* [Required work]
Among the entries, find the lines with the string "edges" and copy them.

═══ Source records

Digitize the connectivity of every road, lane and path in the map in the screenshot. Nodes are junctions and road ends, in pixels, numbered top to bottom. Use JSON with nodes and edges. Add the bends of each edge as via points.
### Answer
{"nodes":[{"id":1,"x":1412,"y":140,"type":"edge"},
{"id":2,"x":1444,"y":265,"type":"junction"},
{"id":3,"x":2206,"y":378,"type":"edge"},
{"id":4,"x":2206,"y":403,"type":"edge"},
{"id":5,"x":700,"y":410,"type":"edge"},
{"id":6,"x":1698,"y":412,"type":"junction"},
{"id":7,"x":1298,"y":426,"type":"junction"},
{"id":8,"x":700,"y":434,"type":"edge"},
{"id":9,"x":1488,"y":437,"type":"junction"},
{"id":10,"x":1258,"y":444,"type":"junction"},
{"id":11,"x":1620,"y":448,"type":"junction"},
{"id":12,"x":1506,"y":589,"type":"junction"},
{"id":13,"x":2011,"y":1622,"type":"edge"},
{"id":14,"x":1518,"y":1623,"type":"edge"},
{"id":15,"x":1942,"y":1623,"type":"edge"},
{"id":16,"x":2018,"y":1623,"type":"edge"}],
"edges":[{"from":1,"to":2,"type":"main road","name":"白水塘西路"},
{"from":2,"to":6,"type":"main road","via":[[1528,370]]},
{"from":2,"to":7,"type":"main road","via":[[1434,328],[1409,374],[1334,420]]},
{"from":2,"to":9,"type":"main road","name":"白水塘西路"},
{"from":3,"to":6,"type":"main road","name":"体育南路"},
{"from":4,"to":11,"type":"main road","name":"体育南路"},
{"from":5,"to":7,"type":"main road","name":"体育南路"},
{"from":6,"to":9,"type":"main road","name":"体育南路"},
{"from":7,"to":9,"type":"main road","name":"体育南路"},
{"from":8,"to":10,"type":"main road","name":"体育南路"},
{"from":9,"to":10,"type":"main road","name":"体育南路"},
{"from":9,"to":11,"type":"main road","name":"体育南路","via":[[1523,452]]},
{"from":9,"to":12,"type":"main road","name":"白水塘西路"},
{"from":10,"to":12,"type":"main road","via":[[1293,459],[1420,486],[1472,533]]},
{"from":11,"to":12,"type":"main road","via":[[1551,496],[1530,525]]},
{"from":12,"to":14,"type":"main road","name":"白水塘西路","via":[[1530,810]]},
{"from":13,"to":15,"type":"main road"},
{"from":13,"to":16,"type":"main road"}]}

══════

* [Written answer]
Digitize the connectivity of every road, lane and path in the map in the screenshot. Nodes are junctions and road ends, in pixels, numbered top to bottom. Use JSON with nodes and edges. Add the bends of each edge as via points.
"edges":[{"from":1,"to":2,"type":"main road","name":"白水塘西路"},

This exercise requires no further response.